Avrupa’da her yer Ramazan
Cami inşasına karşı çıkanlar, minareden ezan sesine itiraz edenler, kız çocuklarının başörtüleriyle uğraşanlar ve hatta erkek çocuklarının sünnet edilmesine itiraz edenler… Liberalizm pelerinine bürünmüş Sosyal Marksizm’in, cemiyeti hipnoz ettiği zamanlardı. Marksist liberallerin münafıkâne tertipledikleri entrikalar, ister istemez Ramazan-ı Şeriflerimize de yansırdı. Yaz mevsimine denk gelen teravih namazlarını polise şikâyet eden bazı zavallılar… Belki de Müslümanların iftar sofralarına herkesten önce oturuyorlardı.

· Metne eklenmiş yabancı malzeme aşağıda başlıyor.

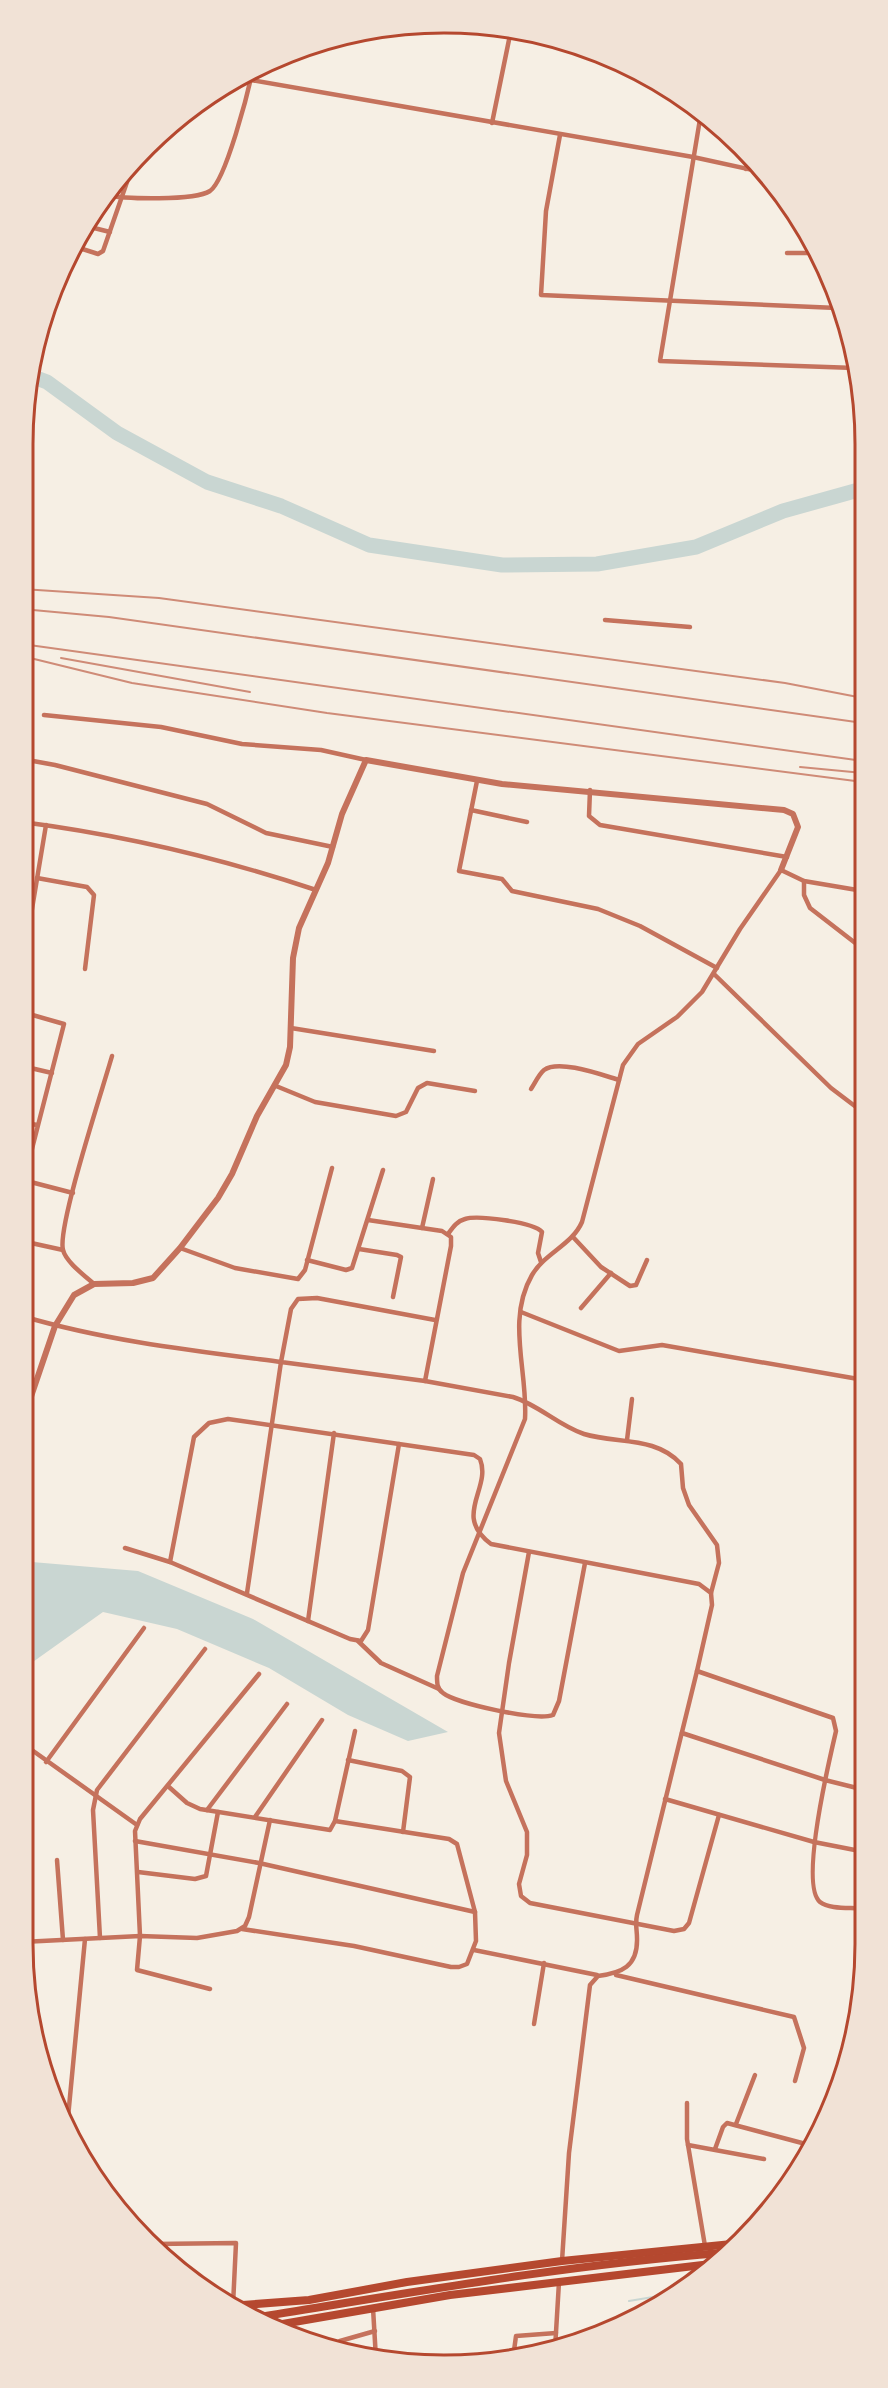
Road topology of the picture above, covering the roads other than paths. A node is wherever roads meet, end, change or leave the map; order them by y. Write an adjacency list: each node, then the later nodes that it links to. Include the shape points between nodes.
1 (509, 39): 5 (street)
2 (252, 80): 5 (street)
3 (249, 82): 13 (street, via 224,168 213,188 202,194)
4 (699, 122): 7 (street)
5 (492, 123): 6 (street)
6 (560, 135): 7 (street); 19 (street, via 546,211 541,295)
7 (693, 157): 9 (street); 19 (street)
8 (747, 166): 9 (street)
9 (746, 169): 10 (street)
10 (750, 170)
11 (127, 183): 13 (street)
12 (116, 196): 13 (street)
13 (123, 197): 15 (street)
14 (94, 228): 15 (street)
15 (110, 232): 16 (street, via 100,254)
16 (82, 249)
17 (787, 253): 18 (street)
18 (808, 254)
19 (670, 301): 20 (street); 21 (street, via 660,361)
20 (831, 308)
21 (848, 368)
22 (605, 620): 23 (street)
23 (690, 627)
24 (44, 715): 25 (street, via 161,727 242,744 321,750)
25 (366, 760): 27 (street); 33 (street, via 342,814)
26 (33, 761): 33 (street, via 207,804 256,830)
27 (477, 781): 28 (street); 29 (street)
28 (590, 790): 34 (street, via 589,816 600,825); 34 (street, via 784,810 793,814 798,827)
29 (471, 810): 30 (street); 42 (street, via 459,871 502,879 512,891 589,906 639,926)
30 (528, 822)
31 (33, 823): 32 (street)
32 (46, 825): 36 (street); 38 (street, via 240,865)
33 (333, 847): 38 (street)
34 (787, 857): 35 (street)
35 (781, 870): 37 (street); 42 (street)
36 (37, 878): 40 (street); 43 (street, via 87,887 94,895)
37 (804, 881): 39 (street); 41 (street, via 804,895 810,908)
38 (316, 890): 46 (street, via 296,940)
39 (855, 890)
40 (33, 903)
41 (855, 943)
42 (717, 968): 44 (street)
43 (85, 969)
44 (714, 974): 51 (street, via 683,1012 631,1051); 55 (street, via 831,1088)
45 (33, 1015): 50 (street, via 64,1024)
46 (291, 1028): 47 (street); 52 (street, via 289,1056)
47 (434, 1051)
48 (112, 1056): 63 (street)
49 (33, 1069): 50 (street)
50 (52, 1073): 57 (street)
51 (619, 1080): 53 (street, via 578,1068 551,1067 542,1071); 67 (street, via 587,1209)
52 (276, 1086): 54 (street, via 315,1102 396,1116 406,1112 418,1088 426,1083); 69 (street, via 257,1116 225,1186)
53 (531, 1089)
54 (475, 1091)
55 (855, 1106)
56 (33, 1124): 57 (street)
57 (38, 1125): 58 (street)
58 (33, 1143)
59 (332, 1168): 72 (street)
60 (383, 1170): 64 (street)
61 (433, 1179): 65 (street)
62 (33, 1183): 63 (street)
63 (73, 1193): 71 (street)
64 (368, 1220): 65 (street); 70 (street)
65 (422, 1228): 66 (street)
66 (448, 1234): 74 (street, via 459,1221 470,1218 530,1225 542,1232 538,1252); 81 (street, via 451,1246)
67 (573, 1237): 74 (street); 75 (street)
68 (33, 1243): 71 (street)
69 (180, 1248): 72 (street, via 235,1268 294,1280 303,1274); 76 (street, via 163,1269 144,1282)
70 (359, 1249): 72 (street, via 349,1270); 77 (street, via 401,1257)
71 (63, 1250): 76 (street)
72 (307, 1260)
73 (647, 1260): 75 (street, via 634,1286)
74 (541, 1262): 79 (street, via 527,1284)
75 (611, 1274): 78 (street)
76 (94, 1284): 82 (street, via 74,1295)
77 (393, 1297)
78 (581, 1308)
79 (521, 1312): 84 (street, via 619,1351 662,1345); 88 (street, via 518,1341)
80 (33, 1319): 82 (street)
81 (435, 1320): 83 (street, via 317,1298 298,1299 291,1309); 85 (street)
82 (55, 1326): 83 (street, via 171,1348); 86 (street)
83 (281, 1362): 85 (street); 89 (street)
84 (855, 1378)
85 (425, 1381): 88 (street)
86 (33, 1391)
87 (632, 1399): 91 (street)
88 (526, 1401): 91 (street, via 581,1433); 93 (street, via 519,1439)
89 (272, 1424): 90 (street); 96 (street, via 219,1420 203,1427 194,1437); 98 (street)
90 (334, 1433): 92 (street); 100 (street)
91 (627, 1440): 99 (street, via 651,1445 681,1464 689,1505 717,1545 718,1563)
92 (399, 1444): 93 (street, via 468,1454 480,1460 482,1473 473,1514); 102 (street, via 368,1630 364,1639)
93 (478, 1532): 95 (street, via 491,1544); 106 (street, via 444,1644 437,1676)
94 (125, 1548): 96 (street)
95 (530, 1552): 97 (street); 108 (street)
96 (170, 1562): 98 (street)
97 (585, 1563): 99 (street, via 699,1584); 108 (street, via 556,1712 541,1718)
98 (248, 1593): 100 (street)
99 (711, 1593): 104 (street, via 712,1605)
100 (308, 1622): 102 (street)
101 (144, 1628): 114 (street)
102 (358, 1641): 106 (street, via 381,1663)
103 (205, 1649): 118 (street, via 109,1772)
104 (697, 1671): 111 (street); 115 (street, via 833,1718 836,1731)
105 (259, 1674): 116 (street)
106 (439, 1689): 108 (street, via 460,1700)
107 (287, 1704): 120 (street)
108 (501, 1711): 137 (street, via 500,1746 506,1781 528,1840 519,1884 521,1896 530,1903)
109 (322, 1720): 123 (street)
110 (355, 1731): 113 (street)
111 (682, 1733): 115 (street); 119 (street)
112 (33, 1752): 114 (street)
113 (348, 1760): 125 (street); 127 (street, via 408,1775 412,1784)
114 (46, 1762): 118 (street)
115 (825, 1780): 117 (street); 129 (street)
116 (169, 1787): 120 (street, via 187,1803); 126 (street)
117 (855, 1788)
118 (95, 1797): 126 (street); 140 (street, via 93,1829)
119 (665, 1799): 122 (street); 137 (street)
120 (207, 1810): 121 (street)
121 (218, 1812): 123 (street); 131 (street)
122 (719, 1815): 129 (street); 137 (street, via 687,1927 674,1931)
123 (255, 1817): 124 (street)
124 (270, 1820): 125 (street, via 327,1831); 133 (street)
125 (335, 1821): 127 (street)
126 (137, 1826): 128 (street)
127 (403, 1832): 136 (street, via 449,1839 457,1844)
128 (135, 1841): 131 (street); 134 (street)
129 (814, 1842): 130 (street); 135 (street, via 818,1900)
130 (855, 1850)
131 (212, 1853): 133 (street); 134 (street, via 208,1872 200,1879)
132 (57, 1860): 142 (street)
133 (259, 1863): 136 (street); 138 (street, via 249,1917)
134 (138, 1872): 139 (street)
135 (855, 1908)
136 (476, 1912): 144 (street)
137 (635, 1922): 146 (street, via 637,1942 632,1957 625,1970)
138 (242, 1929): 139 (street, via 187,1939); 144 (street, via 354,1946 451,1967 463,1966)
139 (140, 1936): 140 (street); 148 (street, via 136,1968 140,1973)
140 (100, 1938): 141 (street)
141 (85, 1939): 142 (street); 153 (street)
142 (63, 1940): 143 (street)
143 (33, 1941)
144 (474, 1950): 145 (street)
145 (544, 1964): 147 (street); 149 (street)
146 (614, 1975): 147 (street); 151 (street, via 794,2017 804,2048)
147 (598, 1976): 163 (street, via 591,1981 589,1990 565,2196)
148 (210, 1989)
149 (534, 2024)
150 (754, 2075): 154 (street)
151 (795, 2081)
152 (687, 2103): 156 (street)
153 (69, 2111)
154 (736, 2124): 155 (street); 157 (street, via 725,2124)
155 (802, 2143)
156 (688, 2145): 157 (street); 161 (street)
157 (716, 2150): 158 (street)
158 (764, 2159)
159 (163, 2244): 166 (street, via 236,2243)
160 (724, 2245): 161 (main road)
161 (705, 2247): 163 (main road)
162 (714, 2254): 169 (main road, via 516,2275)
163 (562, 2261): 167 (main road, via 309,2300)
164 (700, 2265): 165 (main road)
165 (559, 2282): 168 (main road); 172 (street)
166 (232, 2296)
167 (246, 2304)
168 (373, 2308): 170 (main road); 171 (street)
169 (268, 2316)
170 (286, 2323)
171 (375, 2331): 174 (street); 176 (street)
172 (556, 2332): 173 (street); 175 (street, via 516,2336)
173 (556, 2339)
174 (340, 2341)
175 (514, 2348)
176 (376, 2349)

Dün, dünde kaldı. Dünden edindiğimiz tecrübelerle güzellikleri heybemize doldurarak, zamanımıza bakıyoruz. Kur’ân’ın kâinat hâkimiyetini dünya kamuoyuna ilân eden güneşin sıcaklığı, hiçbir coğrafyanın mağduriyetine müsaade etmeyecek kadar lâtif. New York Meydanı’ndaki toplu iftarlardan ve teravihlerden, Moskova’daki Kızıl Meydan’a kadar… Milyonlarca insan İslâmiyet’in güzelliğini, ellerindeki pidelerinden önce paylaşıyorlar. İstibdadın, bu kutlu yürüyüşü durdurma şansı iyice azaldı. Zira münafık Sosyal Marksistlerin hürriyet maskesi altında Kur’ân’a musallat ettikleri tetikçilerin nefesleri çoktan kesildi. Ve Kur’ân’a artık; ne sokaklarda, ne meydanlarda, ne kürsülerde, ne de saraylarda hürmetsizliğin yapılamayacağı, büyük devletlerin meclislerinden dünyaya duyuruluyor. “Kur’ân Allah’ın kelâmıdır, ona şerle uzanan eller kırılacaktır” sözünü, Ortodoks Hristiyanlığın temsilcisi söylüyor. Ve demokrasi yolundaki her milletin meclisinde; Kur’ân’a saygı toplantıları, iftar merasimleri ve Ramazan tebrikleri yapılıyor.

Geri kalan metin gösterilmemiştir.